Maratona Engadinese 2026: da Maloja a S-chanf, 42 km di pura magia sugli sci

La Maratona Engadinese 2026, in programma il prossimo 8 marzo, conferma ancora una volta il suo status di evento iconico dello sci di fondo mondiale. 42 chilometri spettacolari da Maloja a S-chanf, attraverso laghi ghiacciati e paesaggi alpini mozzafiato, dove fatica, emozione e tradizione si intrecciano in un’esperienza che va ben oltre la competizione.

L’alba a Maloja: dove tutto ha inizio

La magia della Maratona Engadinese nasce presto, alle prime luci del giorno a Maloja. Qui, a oltre 1’800 metri di altitudine, migliaia di fondisti si allineano in silenzio, sci ai piedi e sguardo teso verso l’orizzonte. L’aria è pungente, il cielo spesso rosato, e l’attesa è carica di emozione.
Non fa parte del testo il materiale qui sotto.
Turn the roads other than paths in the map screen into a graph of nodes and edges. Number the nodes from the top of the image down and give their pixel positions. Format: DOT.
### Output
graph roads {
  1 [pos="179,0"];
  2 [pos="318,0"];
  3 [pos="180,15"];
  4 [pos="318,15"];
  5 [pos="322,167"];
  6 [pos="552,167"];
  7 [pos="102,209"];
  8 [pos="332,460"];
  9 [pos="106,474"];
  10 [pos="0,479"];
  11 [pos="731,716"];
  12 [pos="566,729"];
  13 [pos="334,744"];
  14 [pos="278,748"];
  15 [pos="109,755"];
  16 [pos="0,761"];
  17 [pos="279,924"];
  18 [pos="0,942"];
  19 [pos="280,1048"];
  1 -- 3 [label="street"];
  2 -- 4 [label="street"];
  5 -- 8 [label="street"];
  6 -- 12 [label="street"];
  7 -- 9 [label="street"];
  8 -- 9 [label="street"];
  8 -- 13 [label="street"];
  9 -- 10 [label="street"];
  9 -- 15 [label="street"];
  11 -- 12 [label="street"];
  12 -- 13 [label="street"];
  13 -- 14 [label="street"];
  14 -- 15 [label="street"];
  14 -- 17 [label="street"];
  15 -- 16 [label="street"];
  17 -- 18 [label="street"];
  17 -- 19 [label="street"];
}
La Maratona Engadinese parte così: un serpentone umano che si muove compatto, consapevole di affrontare una delle gare più affascinanti – e impegnative – dell’inverno alpino.

Dal lago di Silvaplana al cuore dell’Engadina

Dopo la partenza, il percorso si apre rapidamente sul lago di Silvaplana, uno dei momenti più iconici della gara. Qui lo sguardo corre lontano, mentre il ritmo si stabilizza e le gambe cercano la giusta cadenza.

Aneddoto #1
Come ogni anno, non è mancato il partecipante “fuori dal tempo”: sci di legno, abbigliamento vintage e sorriso stampato in volto. Non corre per il risultato, ma per ricordare che la Maratona Engadinese è anche celebrazione della storia dello sci.

Pontresina e la prova della resistenza

Superata la parte più scorrevole, il tracciato diventa più selettivo. Tra Pontresina e La Punt, il continuo saliscendi mette alla prova la tenuta fisica e mentale. È qui che molti capiscono se arriveranno al traguardo con il sorriso… o stringendo i denti.

Aneddoto #2
In un punto fisso del percorso, da oltre vent’anni, un gruppo di volontari distribuisce tè caldo e incoraggiamenti in più lingue. C’è chi rallenta apposta per fermarsi un secondo in più: un piccolo rito che vale più di qualsiasi integratore.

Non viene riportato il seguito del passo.